| Data under study |
"""

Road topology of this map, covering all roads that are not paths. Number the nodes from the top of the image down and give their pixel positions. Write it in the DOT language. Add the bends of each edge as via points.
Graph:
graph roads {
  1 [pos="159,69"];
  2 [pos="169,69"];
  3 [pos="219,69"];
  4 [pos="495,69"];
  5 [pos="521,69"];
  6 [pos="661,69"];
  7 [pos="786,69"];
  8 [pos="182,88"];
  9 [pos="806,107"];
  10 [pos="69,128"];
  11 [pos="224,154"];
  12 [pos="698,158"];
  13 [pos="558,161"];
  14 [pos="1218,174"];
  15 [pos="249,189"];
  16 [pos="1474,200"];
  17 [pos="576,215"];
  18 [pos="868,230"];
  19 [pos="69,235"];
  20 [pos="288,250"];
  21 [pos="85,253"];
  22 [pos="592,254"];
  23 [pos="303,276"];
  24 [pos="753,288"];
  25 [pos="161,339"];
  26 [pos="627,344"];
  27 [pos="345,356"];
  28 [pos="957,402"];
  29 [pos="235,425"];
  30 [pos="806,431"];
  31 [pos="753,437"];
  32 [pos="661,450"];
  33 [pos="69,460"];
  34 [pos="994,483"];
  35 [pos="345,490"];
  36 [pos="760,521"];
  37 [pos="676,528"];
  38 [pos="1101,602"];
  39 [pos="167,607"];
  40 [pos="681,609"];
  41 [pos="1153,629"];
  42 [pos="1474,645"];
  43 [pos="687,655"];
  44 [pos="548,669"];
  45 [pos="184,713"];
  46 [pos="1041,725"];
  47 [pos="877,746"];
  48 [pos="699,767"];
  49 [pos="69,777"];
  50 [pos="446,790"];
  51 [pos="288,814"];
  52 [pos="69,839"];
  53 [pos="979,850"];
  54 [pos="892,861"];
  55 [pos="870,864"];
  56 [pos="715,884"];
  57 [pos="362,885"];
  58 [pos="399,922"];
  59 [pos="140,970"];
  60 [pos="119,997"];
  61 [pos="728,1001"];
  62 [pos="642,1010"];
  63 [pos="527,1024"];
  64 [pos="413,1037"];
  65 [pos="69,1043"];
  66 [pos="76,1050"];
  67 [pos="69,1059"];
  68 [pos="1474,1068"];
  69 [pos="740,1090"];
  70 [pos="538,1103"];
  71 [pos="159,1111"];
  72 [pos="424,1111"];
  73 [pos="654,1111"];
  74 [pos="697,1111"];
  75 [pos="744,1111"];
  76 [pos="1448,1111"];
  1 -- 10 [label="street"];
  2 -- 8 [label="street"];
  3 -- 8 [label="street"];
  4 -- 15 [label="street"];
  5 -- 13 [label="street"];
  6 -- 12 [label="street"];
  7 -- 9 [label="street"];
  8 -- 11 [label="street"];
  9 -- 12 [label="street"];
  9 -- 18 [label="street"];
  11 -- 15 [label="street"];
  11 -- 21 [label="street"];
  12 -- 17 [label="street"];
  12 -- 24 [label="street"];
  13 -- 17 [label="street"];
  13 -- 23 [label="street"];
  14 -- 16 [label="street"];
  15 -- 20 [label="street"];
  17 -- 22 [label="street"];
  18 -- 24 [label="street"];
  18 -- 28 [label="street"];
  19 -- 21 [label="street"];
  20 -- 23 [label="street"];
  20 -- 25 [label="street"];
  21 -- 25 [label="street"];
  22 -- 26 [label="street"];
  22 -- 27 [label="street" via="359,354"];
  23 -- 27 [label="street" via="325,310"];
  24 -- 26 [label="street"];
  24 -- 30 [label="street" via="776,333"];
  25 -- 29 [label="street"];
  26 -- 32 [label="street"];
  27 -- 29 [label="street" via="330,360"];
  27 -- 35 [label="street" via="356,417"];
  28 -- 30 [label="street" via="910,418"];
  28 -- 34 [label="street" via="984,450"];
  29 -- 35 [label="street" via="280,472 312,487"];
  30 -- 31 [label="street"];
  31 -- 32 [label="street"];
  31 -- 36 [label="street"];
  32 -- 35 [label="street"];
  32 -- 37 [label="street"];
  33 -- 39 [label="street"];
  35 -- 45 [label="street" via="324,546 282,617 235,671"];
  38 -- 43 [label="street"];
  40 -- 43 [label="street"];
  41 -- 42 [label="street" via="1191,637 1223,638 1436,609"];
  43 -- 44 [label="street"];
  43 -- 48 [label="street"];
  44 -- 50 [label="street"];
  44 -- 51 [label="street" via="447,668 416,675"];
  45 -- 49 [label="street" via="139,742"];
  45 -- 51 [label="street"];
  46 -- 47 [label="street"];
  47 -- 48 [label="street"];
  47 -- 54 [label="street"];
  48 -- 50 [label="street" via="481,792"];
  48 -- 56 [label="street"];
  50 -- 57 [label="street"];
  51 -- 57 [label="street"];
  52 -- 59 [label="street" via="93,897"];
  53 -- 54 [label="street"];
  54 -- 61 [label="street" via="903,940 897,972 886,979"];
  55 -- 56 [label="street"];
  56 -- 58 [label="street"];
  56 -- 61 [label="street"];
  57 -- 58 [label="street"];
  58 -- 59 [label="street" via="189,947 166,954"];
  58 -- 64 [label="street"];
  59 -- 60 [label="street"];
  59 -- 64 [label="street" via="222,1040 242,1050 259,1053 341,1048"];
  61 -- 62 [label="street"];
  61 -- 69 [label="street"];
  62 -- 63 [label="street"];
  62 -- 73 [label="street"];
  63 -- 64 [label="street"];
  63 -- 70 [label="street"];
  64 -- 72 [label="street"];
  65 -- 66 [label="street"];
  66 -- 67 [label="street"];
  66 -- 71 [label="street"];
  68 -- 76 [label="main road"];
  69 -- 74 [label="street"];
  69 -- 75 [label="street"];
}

"""

| Your task |
Whichever lines of the records above hold the word "roads" should all be copied out.

| Response |
Road topology of this map, covering all roads that are not paths. Number the nodes from the top of the image down and give their pixel positions. Write it in the DOT language. Add the bends of each edge as via points.
graph roads {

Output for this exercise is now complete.